## EXERCISE MATERIALS

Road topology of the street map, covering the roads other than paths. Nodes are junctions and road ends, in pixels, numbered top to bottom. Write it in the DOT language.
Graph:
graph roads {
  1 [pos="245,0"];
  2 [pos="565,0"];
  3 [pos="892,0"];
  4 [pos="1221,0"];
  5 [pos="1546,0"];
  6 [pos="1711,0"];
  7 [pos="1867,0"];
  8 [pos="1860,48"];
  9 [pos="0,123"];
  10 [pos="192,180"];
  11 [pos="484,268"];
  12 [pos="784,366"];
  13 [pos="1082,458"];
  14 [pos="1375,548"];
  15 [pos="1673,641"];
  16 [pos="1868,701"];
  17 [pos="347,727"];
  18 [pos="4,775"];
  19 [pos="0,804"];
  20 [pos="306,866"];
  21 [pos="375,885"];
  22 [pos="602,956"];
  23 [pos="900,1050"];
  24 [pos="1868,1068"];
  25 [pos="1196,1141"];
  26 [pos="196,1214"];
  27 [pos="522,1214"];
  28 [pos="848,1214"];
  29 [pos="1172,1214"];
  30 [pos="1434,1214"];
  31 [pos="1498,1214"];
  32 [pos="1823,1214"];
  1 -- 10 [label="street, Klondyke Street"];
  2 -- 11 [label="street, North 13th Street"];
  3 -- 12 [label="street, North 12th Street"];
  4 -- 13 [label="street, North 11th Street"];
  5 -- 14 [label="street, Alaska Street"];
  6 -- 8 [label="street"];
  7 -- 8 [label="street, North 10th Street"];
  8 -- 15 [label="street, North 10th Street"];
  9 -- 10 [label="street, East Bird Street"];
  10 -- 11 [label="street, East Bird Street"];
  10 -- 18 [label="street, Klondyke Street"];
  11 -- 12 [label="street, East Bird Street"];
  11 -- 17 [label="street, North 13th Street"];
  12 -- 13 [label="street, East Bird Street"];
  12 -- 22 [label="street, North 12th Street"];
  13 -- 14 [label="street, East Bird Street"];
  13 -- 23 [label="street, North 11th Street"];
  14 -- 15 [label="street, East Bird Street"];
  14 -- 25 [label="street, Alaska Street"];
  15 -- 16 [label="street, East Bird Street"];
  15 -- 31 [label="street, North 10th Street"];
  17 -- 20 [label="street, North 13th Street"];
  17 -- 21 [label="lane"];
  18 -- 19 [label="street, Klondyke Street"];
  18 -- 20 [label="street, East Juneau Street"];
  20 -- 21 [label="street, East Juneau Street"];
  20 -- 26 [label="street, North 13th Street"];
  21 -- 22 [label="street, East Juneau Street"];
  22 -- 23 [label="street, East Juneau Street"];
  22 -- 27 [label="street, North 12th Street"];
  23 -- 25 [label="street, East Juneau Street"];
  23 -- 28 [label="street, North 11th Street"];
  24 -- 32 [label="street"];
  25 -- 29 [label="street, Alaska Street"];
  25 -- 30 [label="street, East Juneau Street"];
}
==
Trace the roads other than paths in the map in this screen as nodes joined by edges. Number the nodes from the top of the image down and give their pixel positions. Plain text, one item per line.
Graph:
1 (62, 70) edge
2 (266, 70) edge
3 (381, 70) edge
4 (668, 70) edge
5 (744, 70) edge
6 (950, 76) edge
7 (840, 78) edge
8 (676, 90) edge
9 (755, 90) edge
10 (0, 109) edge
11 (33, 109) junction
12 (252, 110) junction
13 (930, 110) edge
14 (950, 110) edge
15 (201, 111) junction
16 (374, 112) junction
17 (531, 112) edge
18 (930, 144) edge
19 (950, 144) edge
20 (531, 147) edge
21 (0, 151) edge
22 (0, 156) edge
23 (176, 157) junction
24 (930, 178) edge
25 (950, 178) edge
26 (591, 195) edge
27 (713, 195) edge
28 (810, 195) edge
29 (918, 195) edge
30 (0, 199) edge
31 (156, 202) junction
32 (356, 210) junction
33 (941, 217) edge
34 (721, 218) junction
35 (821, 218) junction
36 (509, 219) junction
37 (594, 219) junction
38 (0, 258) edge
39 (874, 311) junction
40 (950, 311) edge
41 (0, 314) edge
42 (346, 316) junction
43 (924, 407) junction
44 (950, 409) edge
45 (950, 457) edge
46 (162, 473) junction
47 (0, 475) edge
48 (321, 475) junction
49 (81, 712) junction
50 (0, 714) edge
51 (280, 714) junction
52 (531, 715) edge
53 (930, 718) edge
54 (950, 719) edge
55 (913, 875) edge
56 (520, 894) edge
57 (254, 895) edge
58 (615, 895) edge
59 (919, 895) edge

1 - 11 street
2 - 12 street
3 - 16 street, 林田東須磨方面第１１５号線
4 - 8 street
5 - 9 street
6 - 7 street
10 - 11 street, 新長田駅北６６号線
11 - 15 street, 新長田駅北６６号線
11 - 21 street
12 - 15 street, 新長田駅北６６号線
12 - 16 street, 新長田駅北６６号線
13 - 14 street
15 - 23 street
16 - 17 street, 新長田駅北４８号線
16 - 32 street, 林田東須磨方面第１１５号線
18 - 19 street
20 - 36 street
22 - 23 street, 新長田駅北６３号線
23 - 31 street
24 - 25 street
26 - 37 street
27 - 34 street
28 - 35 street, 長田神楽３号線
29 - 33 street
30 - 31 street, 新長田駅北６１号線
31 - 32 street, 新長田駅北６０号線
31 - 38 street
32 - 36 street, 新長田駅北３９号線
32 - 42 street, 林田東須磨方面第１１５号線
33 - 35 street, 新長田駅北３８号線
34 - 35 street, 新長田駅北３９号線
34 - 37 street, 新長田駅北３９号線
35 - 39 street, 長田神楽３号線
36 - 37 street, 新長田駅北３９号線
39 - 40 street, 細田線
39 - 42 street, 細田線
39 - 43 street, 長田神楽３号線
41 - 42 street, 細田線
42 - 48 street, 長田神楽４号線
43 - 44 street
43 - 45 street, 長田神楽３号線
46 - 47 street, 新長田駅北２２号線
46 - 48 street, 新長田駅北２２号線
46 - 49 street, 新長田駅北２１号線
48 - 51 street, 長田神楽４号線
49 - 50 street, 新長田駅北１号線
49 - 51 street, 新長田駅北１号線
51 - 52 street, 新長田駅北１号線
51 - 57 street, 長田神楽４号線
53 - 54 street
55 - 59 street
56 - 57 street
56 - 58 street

## ASSIGNED TASK
In the material above, find each line that has the string "roads" and return it.

## WRITTEN SOLUTION
Road topology of the street map, covering the roads other than paths. Nodes are junctions and road ends, in pixels, numbered top to bottom. Write it in the DOT language.
graph roads {
Trace the roads other than paths in the map in this screen as nodes joined by edges. Number the nodes from the top of the image down and give their pixel positions. Plain text, one item per line.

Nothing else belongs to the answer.